▶ _What the task requires_
Find the number of lines in these records where the word "Right" appears. Reply with that number and nothing more.

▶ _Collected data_

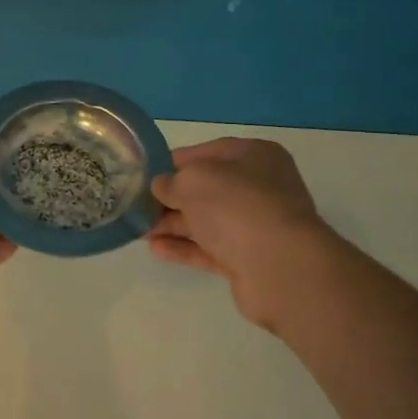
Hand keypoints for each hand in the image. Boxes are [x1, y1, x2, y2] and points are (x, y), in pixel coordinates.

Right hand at [147, 137, 340, 331]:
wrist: (280, 266)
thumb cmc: (237, 206)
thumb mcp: (194, 180)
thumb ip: (171, 181)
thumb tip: (161, 186)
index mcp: (255, 156)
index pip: (209, 152)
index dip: (175, 161)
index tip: (146, 173)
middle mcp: (260, 187)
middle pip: (208, 189)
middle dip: (172, 197)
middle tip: (138, 205)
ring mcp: (257, 226)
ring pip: (208, 221)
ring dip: (174, 224)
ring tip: (140, 230)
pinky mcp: (250, 260)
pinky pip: (210, 249)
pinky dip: (184, 248)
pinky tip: (156, 249)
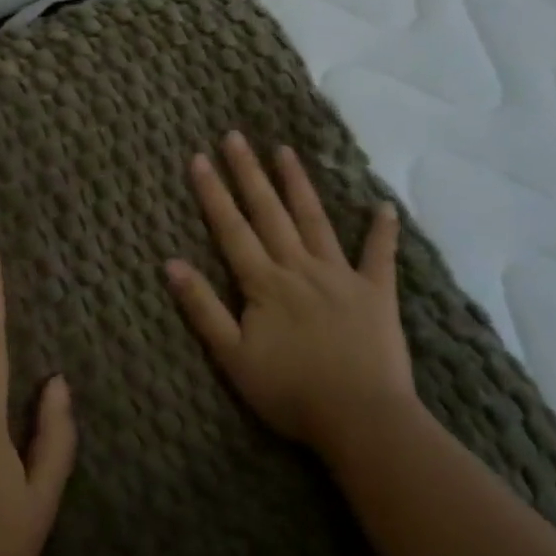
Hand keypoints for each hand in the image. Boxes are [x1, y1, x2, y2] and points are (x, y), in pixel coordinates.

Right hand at [165, 131, 414, 458]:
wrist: (361, 419)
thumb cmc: (291, 392)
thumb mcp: (233, 357)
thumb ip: (203, 308)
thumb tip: (171, 264)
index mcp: (264, 283)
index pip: (231, 229)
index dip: (213, 193)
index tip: (198, 158)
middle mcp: (299, 267)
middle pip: (269, 212)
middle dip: (249, 173)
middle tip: (236, 136)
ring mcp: (340, 275)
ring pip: (314, 220)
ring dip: (298, 184)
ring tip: (285, 150)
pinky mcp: (376, 293)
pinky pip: (379, 256)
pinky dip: (382, 231)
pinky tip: (384, 206)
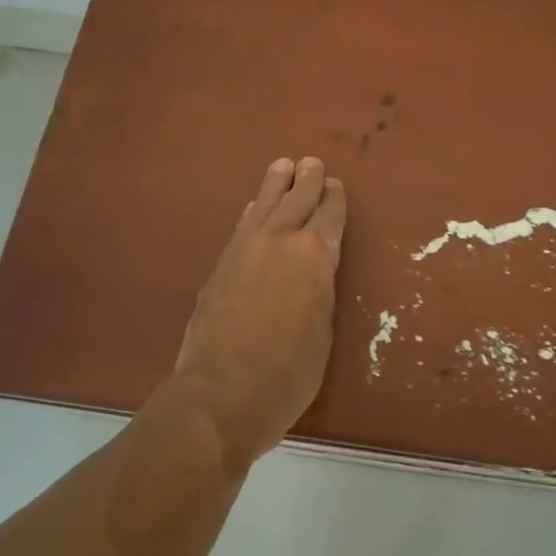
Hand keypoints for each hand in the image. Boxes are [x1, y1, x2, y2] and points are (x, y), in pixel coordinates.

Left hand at [171, 156, 346, 462]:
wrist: (222, 392)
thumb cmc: (289, 372)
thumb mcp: (323, 332)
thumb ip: (319, 293)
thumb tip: (311, 277)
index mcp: (315, 256)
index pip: (330, 217)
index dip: (334, 200)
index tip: (335, 185)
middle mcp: (280, 241)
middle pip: (297, 200)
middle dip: (307, 180)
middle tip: (311, 162)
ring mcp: (245, 250)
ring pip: (264, 206)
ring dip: (275, 185)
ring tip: (282, 165)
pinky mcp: (219, 267)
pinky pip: (241, 227)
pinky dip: (252, 212)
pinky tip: (252, 207)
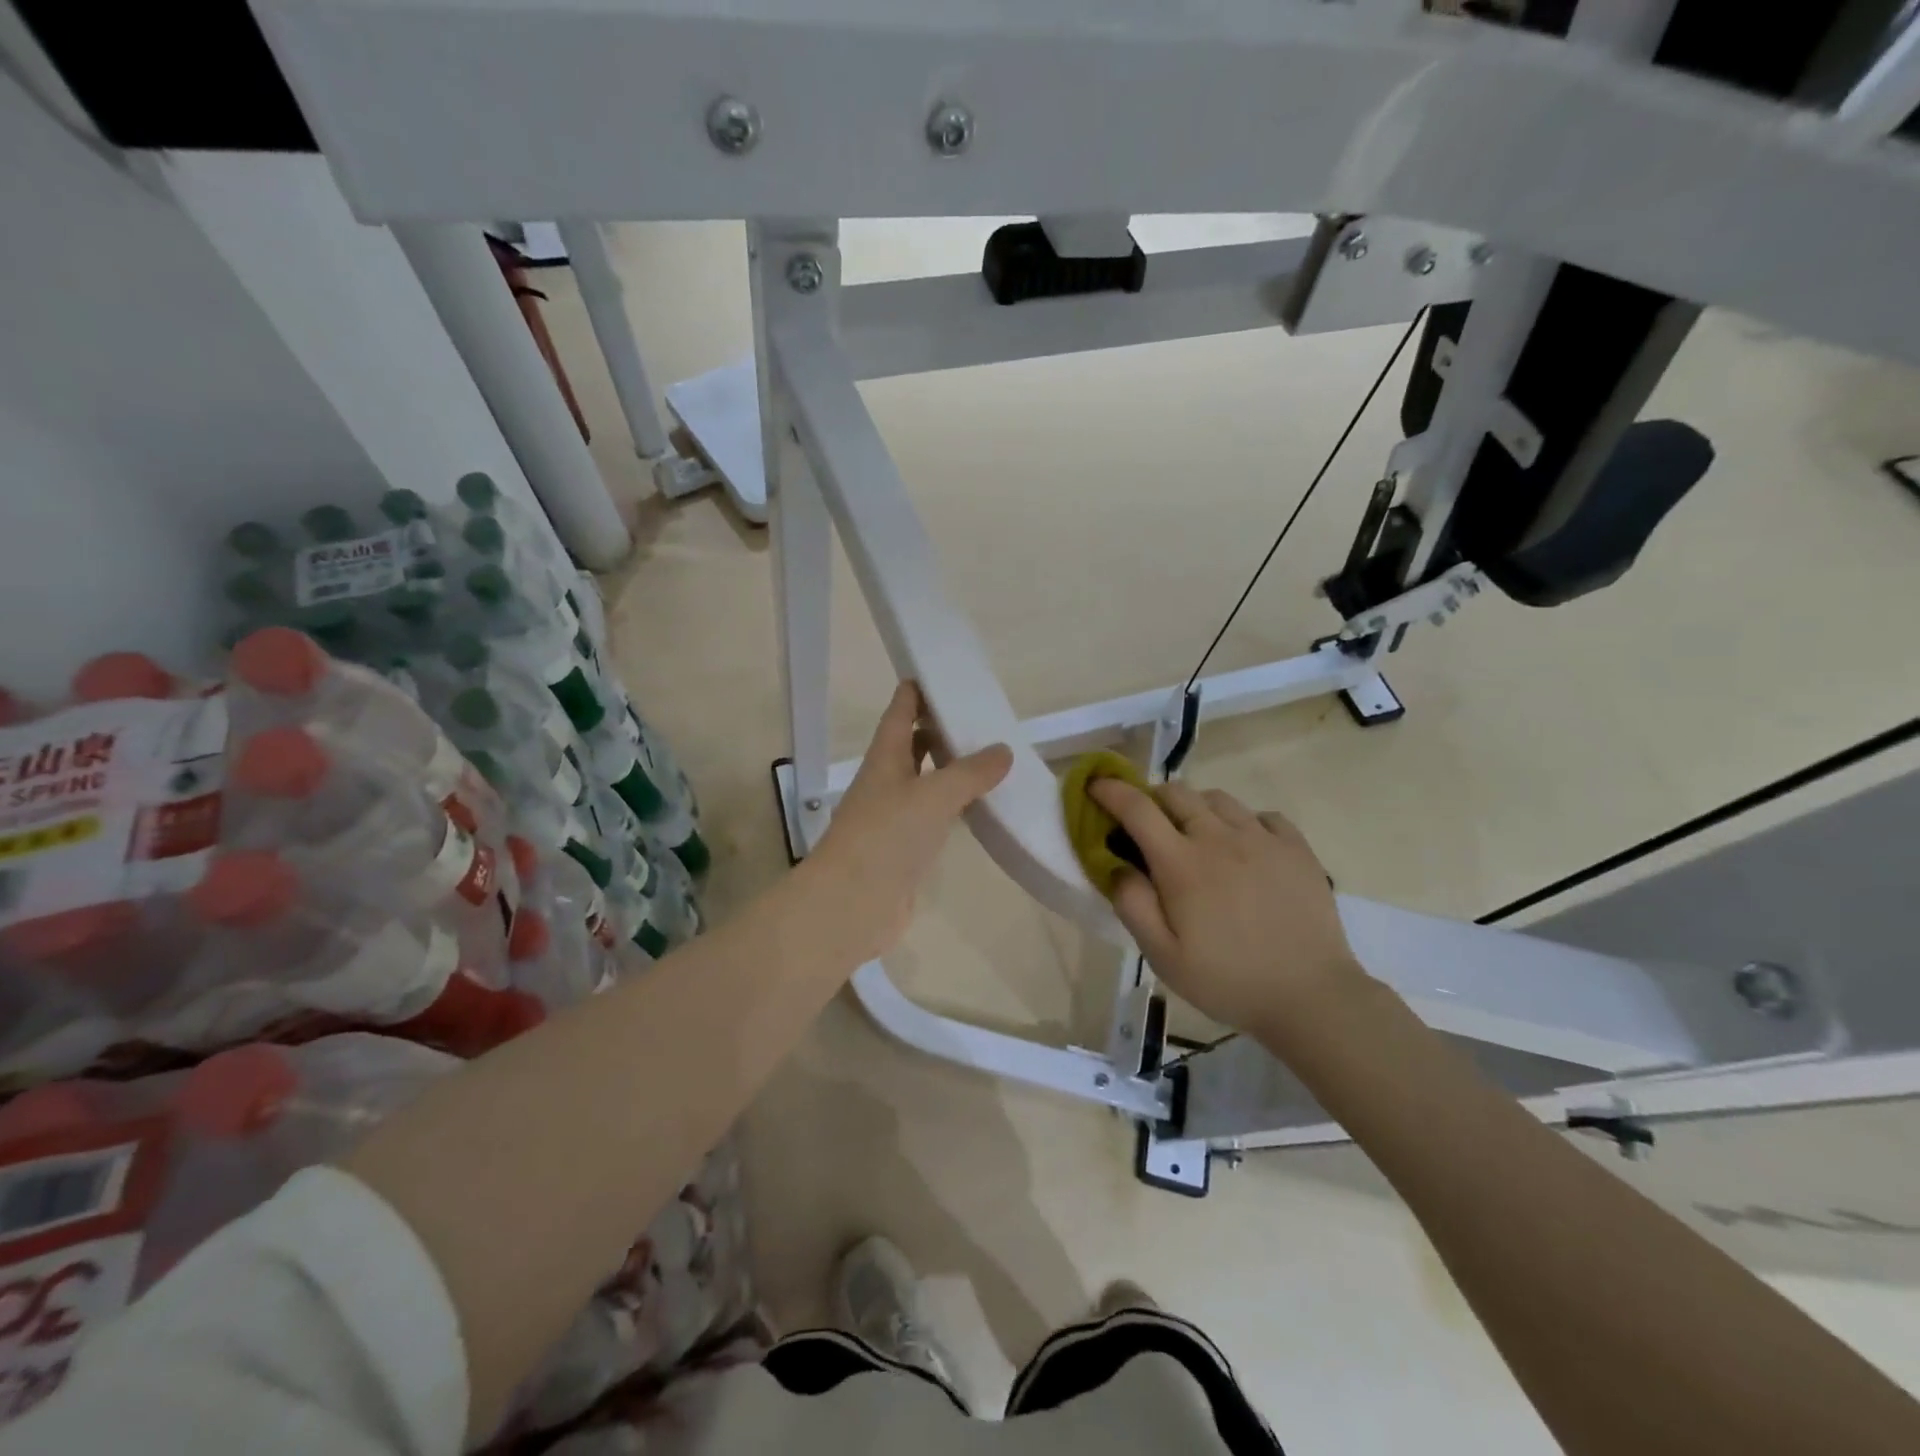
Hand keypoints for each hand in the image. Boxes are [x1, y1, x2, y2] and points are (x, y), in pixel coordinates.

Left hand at [808, 682, 1012, 963]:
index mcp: (885, 759)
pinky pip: (934, 817)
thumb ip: (970, 773)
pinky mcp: (906, 850)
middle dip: (938, 728)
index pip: (899, 714)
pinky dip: (954, 806)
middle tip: (976, 715)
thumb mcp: (933, 796)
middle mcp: (887, 783)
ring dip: (949, 768)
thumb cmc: (886, 837)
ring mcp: (894, 818)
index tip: (939, 673)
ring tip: (987, 756)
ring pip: (924, 782)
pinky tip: (979, 807)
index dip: (916, 692)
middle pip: (912, 746)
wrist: (852, 905)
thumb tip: (1003, 750)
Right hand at [1088, 778, 1366, 1038]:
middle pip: (1176, 792)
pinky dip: (1243, 821)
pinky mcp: (1296, 847)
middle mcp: (1219, 837)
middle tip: (1147, 824)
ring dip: (1195, 807)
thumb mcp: (1163, 956)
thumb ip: (1133, 905)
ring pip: (1218, 798)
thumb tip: (1116, 864)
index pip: (1137, 808)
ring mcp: (1262, 838)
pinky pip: (1262, 815)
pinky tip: (1244, 846)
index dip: (1111, 790)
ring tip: (1195, 834)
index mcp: (1181, 863)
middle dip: (1152, 798)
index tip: (1096, 786)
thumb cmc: (1227, 980)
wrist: (1311, 996)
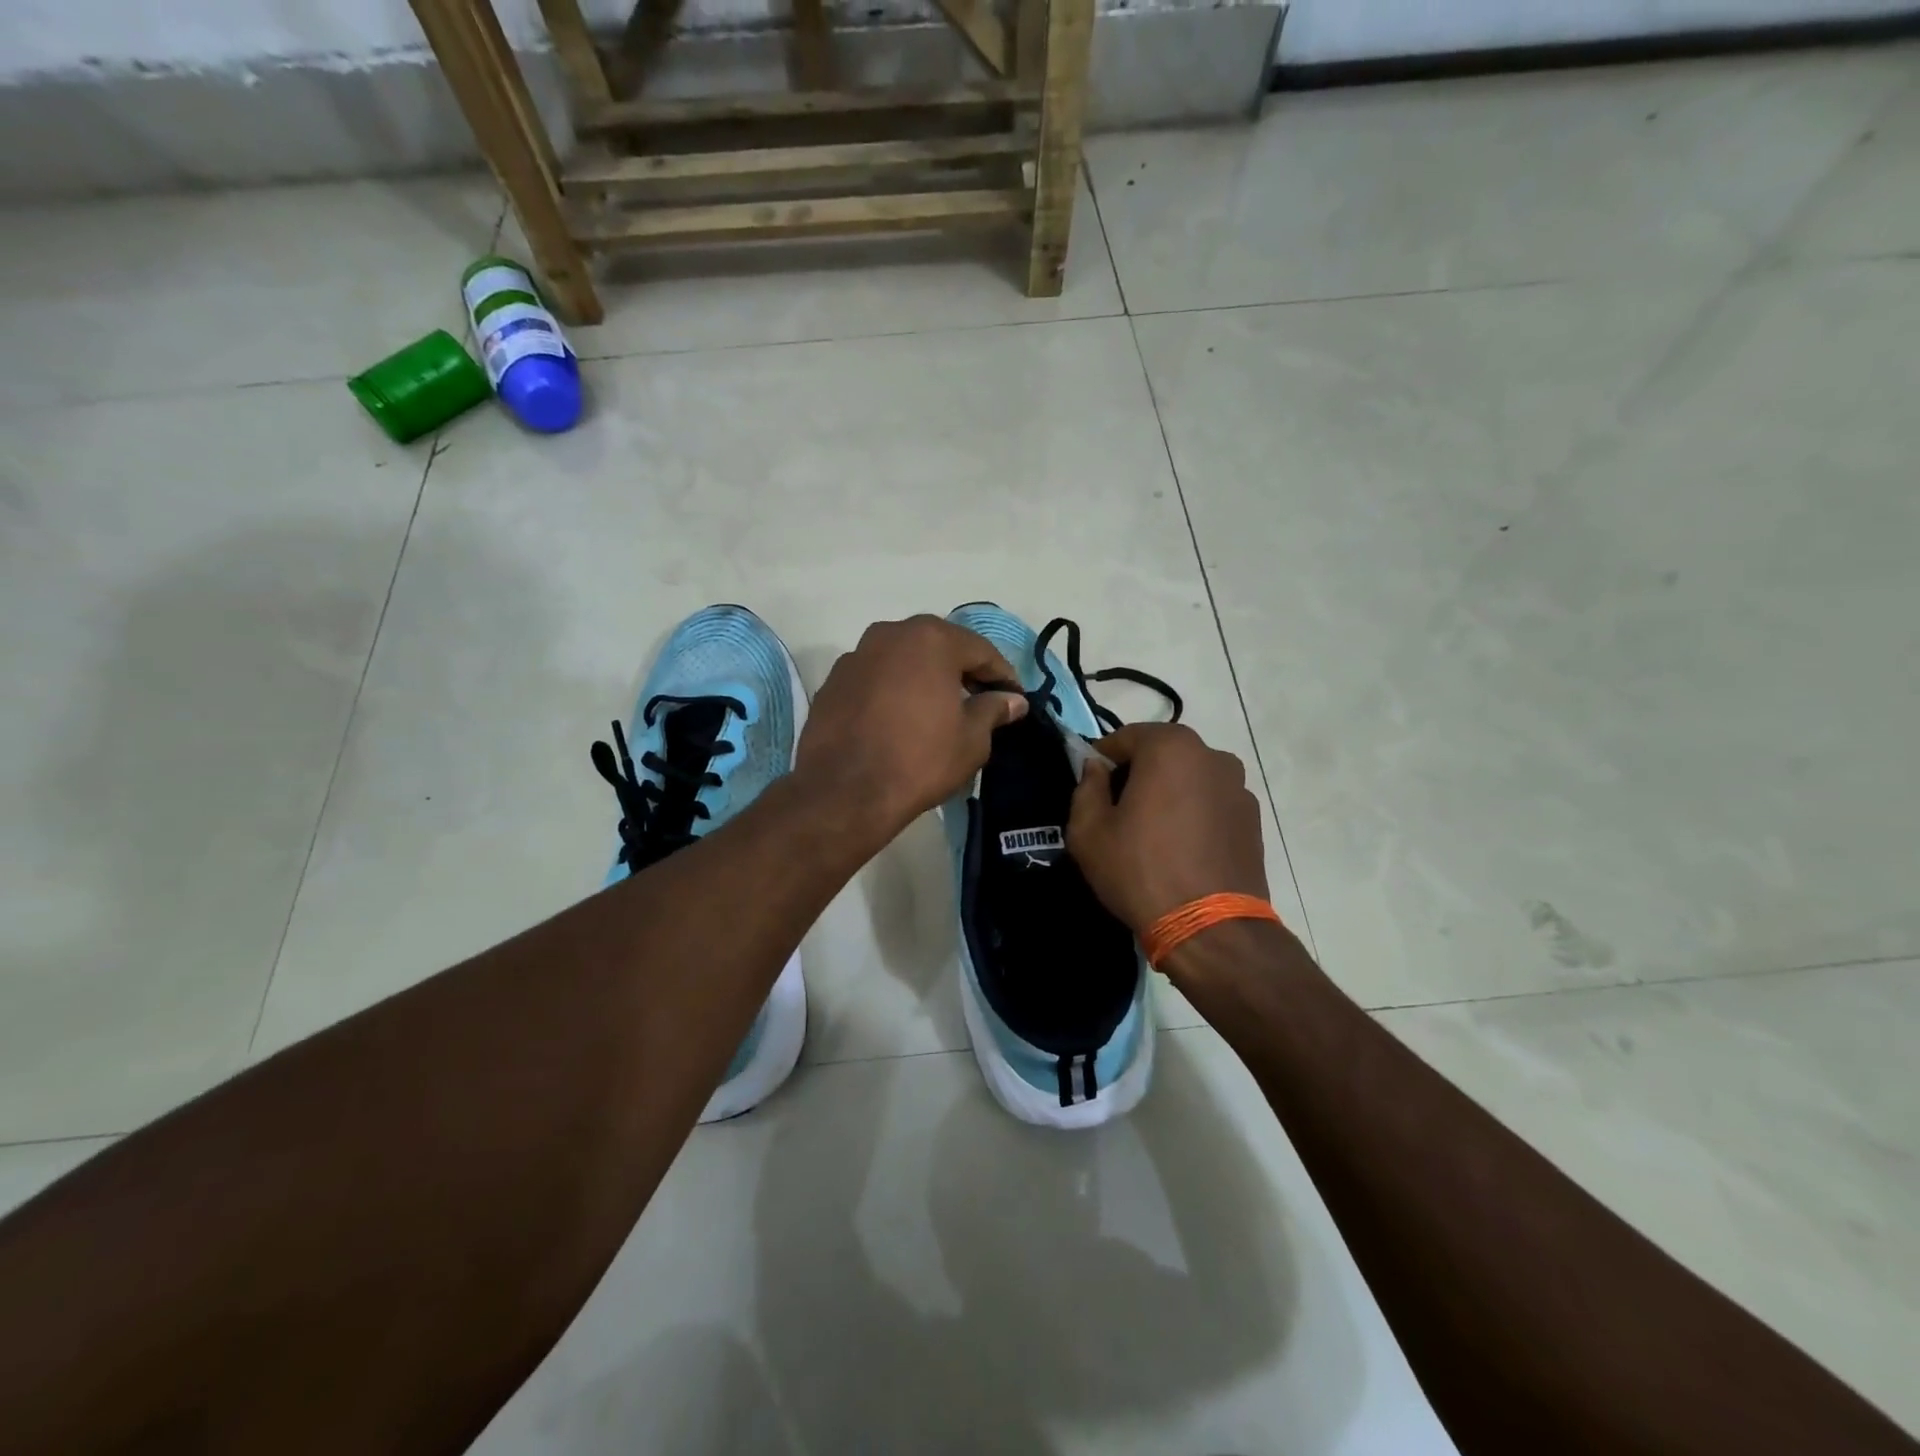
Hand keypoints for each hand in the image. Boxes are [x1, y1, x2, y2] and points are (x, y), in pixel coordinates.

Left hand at [796, 616, 1027, 839]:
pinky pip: (876, 679)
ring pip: (904, 661)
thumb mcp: (971, 739)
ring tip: (940, 711)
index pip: (980, 650)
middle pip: (939, 647)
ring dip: (925, 679)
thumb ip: (993, 710)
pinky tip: (901, 720)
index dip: (1003, 676)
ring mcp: (856, 656)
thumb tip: (1012, 700)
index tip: (1016, 699)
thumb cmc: (919, 760)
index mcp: (930, 639)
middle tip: (981, 701)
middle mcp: (890, 634)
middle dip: (963, 672)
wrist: (844, 792)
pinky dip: (894, 691)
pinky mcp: (833, 682)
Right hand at [1068, 723, 1267, 934]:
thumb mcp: (1088, 830)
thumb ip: (1086, 786)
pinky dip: (1193, 814)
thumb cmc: (1140, 869)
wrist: (1209, 927)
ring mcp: (1239, 787)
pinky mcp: (1253, 819)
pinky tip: (1181, 850)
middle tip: (1117, 813)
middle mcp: (1212, 755)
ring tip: (1152, 835)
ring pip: (1188, 779)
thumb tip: (1096, 768)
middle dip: (1136, 775)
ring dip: (1168, 794)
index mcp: (1170, 747)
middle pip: (1160, 754)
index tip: (1090, 789)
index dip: (1100, 761)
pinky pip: (1211, 803)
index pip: (1124, 738)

▶ _Answer section_
4